Walter Mays

# My Crazy Notetaking Setup

Without going into too much detail, let’s just say that I enjoy messing with my workflow far too much. I’m constantly trying to get a more efficient setup, a faster, newer, better, shinier plugin, and a more robust tool to use. I have an addiction for configuration. However, for the past few months, I’ve found a workflow that works pretty consistently for me.

## Note-Taking

I take all of my notes in Vim. I’ll leave it to you to determine whether this is because I’m very efficient in Vim, or because I’m a little bit masochistic. (Hint: it’s a bit of both.) I take all of my notes in Markdown, which I find very easy to write, read, and use. It’s especially nice when I want to generate a study guide for my classes, since I can use the amazing pandoc command.

## Note Management

Since I take my notes in plaintext, I can take advantage of the power of Git to track revisions. Each separate class has its own Git repository which I host on Gitlab (I would have used Github, but the fact that I can’t have infinite private repositories means that all of my university’s administration would jump down my throat for academic dishonesty). This way, I can properly synchronize my repositories between my desktop and laptop.

## Study Guides

This is where my love of Linux (and ancient technologies) rears its ugly head. Generally, I want to take all of the notes that I’ve taken over the quarter or semester and compile them into one document that I can easily read anywhere. I use pandoc to convert all of my notes into LaTeX, which I then \input into a container document. Then I can compile my document and voila! I have a beautifully typeset (like that matters) study guide with all of my notes. I generally format the container to be a tiny bit fancier than usual, including a table of contents and multiple chapters.

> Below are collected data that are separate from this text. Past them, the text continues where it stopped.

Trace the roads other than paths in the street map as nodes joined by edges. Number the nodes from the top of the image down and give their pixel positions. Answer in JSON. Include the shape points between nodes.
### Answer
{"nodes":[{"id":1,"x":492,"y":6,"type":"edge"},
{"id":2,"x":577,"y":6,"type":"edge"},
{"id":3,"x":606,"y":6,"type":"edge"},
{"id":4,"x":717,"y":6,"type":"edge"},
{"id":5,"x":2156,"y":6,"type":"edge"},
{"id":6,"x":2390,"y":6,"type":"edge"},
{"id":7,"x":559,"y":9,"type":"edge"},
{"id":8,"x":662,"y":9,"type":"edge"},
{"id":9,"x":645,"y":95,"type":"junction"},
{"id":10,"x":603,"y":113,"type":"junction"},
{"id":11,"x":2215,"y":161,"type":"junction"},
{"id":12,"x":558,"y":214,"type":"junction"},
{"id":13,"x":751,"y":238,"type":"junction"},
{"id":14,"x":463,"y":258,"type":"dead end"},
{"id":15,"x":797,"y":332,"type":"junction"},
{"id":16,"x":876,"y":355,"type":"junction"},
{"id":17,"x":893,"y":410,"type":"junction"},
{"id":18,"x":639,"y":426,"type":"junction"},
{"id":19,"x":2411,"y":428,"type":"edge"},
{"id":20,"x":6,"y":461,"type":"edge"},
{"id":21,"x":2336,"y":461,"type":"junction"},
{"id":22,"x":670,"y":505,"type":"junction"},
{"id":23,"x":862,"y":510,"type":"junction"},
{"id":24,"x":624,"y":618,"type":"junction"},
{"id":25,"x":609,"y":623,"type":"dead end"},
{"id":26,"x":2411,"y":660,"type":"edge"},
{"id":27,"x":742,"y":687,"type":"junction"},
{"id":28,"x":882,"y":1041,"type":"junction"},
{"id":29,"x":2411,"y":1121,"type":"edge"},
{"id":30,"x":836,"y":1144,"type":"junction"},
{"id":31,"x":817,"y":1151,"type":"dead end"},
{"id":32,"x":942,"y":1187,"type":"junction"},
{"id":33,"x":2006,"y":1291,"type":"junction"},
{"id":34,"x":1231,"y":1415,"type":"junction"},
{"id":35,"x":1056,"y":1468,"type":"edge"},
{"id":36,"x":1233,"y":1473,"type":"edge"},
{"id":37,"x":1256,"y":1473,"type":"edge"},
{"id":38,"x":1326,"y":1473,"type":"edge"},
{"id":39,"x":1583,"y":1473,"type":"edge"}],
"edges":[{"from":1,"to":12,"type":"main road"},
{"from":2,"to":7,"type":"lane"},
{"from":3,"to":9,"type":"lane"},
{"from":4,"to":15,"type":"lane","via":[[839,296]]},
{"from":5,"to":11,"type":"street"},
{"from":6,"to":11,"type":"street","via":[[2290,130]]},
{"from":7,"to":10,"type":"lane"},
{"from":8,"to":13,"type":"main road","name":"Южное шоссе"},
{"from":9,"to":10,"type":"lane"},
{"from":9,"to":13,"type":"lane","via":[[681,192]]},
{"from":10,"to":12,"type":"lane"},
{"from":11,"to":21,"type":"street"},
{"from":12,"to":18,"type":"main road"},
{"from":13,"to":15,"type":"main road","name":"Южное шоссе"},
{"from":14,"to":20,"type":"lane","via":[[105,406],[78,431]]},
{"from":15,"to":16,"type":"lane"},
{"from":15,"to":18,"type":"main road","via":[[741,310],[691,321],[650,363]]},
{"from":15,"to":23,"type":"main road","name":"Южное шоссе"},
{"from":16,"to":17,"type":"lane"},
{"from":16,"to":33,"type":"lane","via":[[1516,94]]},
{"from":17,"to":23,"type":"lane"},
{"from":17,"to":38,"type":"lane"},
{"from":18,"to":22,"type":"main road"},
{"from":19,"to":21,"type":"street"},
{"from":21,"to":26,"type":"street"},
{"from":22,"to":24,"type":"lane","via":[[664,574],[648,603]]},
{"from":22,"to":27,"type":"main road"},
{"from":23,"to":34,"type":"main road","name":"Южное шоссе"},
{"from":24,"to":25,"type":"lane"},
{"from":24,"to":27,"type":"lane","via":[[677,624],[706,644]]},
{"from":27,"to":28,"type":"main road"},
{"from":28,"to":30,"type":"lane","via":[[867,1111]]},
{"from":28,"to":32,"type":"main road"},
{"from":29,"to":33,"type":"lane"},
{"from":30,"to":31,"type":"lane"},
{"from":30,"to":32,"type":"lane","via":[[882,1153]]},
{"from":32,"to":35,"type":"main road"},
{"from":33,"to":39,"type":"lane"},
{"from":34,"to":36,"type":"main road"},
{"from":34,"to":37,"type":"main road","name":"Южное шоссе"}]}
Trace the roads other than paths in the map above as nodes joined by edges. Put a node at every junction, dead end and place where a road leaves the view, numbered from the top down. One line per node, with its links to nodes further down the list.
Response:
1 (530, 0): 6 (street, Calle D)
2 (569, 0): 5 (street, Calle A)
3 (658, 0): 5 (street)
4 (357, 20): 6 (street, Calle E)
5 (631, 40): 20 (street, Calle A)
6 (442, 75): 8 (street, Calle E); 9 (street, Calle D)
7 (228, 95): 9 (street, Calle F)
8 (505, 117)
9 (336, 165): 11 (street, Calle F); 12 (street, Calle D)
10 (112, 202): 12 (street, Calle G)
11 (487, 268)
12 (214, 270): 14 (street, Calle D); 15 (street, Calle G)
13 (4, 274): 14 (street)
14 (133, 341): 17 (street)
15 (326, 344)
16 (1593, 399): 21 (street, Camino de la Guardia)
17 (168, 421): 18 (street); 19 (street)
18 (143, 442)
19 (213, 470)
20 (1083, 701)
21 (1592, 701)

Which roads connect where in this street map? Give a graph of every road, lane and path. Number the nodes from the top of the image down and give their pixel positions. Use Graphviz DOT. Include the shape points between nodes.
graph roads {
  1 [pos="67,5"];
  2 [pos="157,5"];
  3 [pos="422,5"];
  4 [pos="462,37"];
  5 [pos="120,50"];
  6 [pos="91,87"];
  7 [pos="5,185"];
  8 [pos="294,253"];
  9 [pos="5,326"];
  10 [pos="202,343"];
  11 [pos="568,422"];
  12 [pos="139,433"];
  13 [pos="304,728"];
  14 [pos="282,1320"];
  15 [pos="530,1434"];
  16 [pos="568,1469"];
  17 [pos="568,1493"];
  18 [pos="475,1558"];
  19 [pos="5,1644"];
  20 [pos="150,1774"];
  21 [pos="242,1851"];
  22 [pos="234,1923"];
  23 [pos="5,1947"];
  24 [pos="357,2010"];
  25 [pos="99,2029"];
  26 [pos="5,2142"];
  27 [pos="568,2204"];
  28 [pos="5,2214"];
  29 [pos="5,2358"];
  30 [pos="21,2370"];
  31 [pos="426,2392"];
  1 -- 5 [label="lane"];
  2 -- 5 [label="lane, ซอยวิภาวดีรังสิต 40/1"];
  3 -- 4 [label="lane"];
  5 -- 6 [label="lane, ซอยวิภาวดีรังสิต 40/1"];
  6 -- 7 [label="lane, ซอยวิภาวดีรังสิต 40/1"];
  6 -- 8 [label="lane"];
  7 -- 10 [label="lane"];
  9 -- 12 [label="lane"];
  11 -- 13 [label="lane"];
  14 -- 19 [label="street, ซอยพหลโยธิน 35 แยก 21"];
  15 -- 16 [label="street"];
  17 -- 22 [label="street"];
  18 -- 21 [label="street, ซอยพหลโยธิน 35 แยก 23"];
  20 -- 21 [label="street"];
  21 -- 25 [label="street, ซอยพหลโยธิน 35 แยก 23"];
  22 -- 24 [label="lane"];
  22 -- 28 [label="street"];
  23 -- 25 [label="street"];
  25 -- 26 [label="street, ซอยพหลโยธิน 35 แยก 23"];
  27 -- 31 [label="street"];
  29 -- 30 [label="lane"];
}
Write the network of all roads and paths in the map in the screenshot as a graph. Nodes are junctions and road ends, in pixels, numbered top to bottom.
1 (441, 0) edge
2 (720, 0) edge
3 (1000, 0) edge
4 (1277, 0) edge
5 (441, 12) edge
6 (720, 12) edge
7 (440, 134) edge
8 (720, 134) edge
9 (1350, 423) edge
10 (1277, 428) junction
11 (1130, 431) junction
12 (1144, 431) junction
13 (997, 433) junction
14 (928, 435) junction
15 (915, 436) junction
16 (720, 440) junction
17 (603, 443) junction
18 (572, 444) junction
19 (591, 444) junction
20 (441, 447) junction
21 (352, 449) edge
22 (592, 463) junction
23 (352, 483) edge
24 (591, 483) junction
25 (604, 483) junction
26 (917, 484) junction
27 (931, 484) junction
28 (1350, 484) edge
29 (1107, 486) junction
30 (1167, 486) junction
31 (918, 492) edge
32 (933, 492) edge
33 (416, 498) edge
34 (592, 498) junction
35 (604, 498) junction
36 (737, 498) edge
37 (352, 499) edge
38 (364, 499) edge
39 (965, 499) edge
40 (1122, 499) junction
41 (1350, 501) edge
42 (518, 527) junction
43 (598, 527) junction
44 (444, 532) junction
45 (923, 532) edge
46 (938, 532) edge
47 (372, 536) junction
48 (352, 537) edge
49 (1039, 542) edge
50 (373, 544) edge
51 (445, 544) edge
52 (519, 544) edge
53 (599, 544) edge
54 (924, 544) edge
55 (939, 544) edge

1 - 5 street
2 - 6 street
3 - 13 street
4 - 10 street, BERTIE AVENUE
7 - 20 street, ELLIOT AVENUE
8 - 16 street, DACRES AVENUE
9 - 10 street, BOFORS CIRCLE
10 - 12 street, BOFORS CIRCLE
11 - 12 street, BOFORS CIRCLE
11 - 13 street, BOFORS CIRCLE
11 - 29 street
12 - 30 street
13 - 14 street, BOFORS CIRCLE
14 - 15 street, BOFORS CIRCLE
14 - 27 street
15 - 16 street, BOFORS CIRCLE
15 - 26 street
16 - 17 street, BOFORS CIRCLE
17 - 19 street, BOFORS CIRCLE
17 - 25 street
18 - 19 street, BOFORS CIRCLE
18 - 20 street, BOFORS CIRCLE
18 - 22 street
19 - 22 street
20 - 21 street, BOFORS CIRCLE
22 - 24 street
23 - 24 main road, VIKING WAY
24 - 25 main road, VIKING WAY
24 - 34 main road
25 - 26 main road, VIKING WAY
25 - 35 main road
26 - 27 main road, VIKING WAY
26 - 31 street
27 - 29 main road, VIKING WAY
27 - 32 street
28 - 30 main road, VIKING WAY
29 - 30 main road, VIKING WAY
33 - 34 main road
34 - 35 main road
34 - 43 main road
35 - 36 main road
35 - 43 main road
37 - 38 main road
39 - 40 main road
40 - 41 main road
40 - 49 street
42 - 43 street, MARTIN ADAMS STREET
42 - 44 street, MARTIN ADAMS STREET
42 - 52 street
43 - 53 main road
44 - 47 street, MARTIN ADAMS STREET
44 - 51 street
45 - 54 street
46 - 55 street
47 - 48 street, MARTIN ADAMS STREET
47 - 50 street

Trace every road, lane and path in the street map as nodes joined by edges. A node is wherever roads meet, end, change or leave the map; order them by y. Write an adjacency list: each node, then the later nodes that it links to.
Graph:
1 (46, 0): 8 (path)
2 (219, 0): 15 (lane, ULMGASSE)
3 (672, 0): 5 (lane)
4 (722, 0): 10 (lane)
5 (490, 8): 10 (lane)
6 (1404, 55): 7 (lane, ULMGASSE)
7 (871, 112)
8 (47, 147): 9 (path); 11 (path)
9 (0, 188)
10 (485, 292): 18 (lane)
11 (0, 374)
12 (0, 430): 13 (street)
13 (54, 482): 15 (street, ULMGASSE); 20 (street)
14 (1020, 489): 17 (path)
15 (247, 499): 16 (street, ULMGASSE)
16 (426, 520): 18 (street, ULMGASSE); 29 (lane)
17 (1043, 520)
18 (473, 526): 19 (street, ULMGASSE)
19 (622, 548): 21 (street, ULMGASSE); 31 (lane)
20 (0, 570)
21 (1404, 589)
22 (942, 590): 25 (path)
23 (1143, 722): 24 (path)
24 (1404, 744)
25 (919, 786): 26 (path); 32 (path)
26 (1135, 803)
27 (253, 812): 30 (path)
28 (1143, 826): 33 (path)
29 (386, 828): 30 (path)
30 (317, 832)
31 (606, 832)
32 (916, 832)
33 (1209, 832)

Of course, running these commands by hand every time I updated my notes would get quite cumbersome. So, looking into the past for inspiration, I landed on another ancient Unix utility: make. I always make sure to implement a clean rule and that I use wildcards to prevent having to update my makefile with every new note markdown file. I also modify my .gitignore so I don’t actually include those automatically generated .tex files in my version control history.